* **WHAT IS NEEDED**
Lines from the listing below that contain the string "West" are to be reported.

* **GIVEN ENTRIES**
*****

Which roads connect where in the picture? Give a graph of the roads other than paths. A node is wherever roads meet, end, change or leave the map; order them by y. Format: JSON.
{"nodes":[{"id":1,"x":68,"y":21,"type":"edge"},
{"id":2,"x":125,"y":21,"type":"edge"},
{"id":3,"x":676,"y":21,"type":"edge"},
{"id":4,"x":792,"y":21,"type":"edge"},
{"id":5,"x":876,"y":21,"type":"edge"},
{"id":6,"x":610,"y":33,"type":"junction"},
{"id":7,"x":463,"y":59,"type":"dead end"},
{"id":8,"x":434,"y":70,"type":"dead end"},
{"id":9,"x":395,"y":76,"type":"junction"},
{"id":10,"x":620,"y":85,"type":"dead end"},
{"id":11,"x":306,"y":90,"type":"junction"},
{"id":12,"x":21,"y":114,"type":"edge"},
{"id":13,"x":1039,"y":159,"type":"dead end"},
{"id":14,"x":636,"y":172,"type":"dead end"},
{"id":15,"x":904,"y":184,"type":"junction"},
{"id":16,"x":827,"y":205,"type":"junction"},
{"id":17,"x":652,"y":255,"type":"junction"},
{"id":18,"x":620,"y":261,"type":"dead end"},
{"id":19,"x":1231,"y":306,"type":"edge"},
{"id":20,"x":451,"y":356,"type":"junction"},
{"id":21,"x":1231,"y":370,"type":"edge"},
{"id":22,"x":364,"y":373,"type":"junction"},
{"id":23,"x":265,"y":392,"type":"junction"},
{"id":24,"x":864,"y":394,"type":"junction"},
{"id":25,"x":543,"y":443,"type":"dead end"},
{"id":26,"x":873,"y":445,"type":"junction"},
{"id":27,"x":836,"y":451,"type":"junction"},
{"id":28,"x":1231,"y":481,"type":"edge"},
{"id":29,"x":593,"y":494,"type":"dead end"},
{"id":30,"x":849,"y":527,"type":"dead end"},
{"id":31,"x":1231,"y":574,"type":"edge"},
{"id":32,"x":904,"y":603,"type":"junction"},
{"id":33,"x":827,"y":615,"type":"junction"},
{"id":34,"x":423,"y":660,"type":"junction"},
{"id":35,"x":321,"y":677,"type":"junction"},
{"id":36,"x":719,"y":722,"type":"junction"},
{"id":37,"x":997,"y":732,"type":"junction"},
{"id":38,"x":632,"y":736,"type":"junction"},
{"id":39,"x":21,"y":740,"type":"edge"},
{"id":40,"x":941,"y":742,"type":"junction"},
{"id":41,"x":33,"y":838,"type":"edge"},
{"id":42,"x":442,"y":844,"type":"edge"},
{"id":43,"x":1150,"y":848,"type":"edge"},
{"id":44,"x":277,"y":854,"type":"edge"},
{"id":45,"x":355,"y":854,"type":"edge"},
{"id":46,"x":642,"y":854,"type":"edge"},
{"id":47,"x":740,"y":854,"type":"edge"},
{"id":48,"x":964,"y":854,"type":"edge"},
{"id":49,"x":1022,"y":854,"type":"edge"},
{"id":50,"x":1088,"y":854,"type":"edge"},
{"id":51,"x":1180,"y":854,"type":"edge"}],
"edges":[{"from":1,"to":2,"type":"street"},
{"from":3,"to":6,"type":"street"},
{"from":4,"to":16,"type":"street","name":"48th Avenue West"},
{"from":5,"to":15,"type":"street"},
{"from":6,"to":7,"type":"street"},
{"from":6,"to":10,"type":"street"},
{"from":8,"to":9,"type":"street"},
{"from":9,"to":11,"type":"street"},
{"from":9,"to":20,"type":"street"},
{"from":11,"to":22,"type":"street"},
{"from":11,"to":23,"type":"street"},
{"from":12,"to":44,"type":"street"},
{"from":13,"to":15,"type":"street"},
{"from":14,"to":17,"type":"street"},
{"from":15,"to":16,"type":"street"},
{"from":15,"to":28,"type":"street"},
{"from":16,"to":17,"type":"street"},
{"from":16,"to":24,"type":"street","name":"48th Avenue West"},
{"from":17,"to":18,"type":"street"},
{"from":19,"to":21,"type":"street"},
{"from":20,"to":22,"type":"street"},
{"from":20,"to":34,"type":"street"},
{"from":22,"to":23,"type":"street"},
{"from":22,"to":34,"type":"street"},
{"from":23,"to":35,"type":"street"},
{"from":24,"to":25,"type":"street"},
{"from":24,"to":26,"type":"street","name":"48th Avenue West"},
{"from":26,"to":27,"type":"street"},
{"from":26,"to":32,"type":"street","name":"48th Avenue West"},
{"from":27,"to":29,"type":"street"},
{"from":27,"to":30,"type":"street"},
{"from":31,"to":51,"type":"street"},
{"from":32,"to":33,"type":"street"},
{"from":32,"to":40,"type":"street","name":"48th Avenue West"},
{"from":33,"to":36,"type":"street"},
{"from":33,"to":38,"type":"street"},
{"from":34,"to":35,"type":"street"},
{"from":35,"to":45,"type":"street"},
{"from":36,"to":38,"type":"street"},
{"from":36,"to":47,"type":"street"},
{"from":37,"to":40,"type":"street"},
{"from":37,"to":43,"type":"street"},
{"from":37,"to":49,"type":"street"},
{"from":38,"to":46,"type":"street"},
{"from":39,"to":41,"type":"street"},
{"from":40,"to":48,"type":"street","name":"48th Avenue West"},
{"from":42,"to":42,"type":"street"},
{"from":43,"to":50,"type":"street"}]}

*****

* **WRITTEN REPLY**
{"from":4,"to":16,"type":"street","name":"48th Avenue West"},
{"from":16,"to":24,"type":"street","name":"48th Avenue West"},
{"from":24,"to":26,"type":"street","name":"48th Avenue West"},
{"from":26,"to":32,"type":"street","name":"48th Avenue West"},
{"from":32,"to":40,"type":"street","name":"48th Avenue West"},
{"from":40,"to":48,"type":"street","name":"48th Avenue West"},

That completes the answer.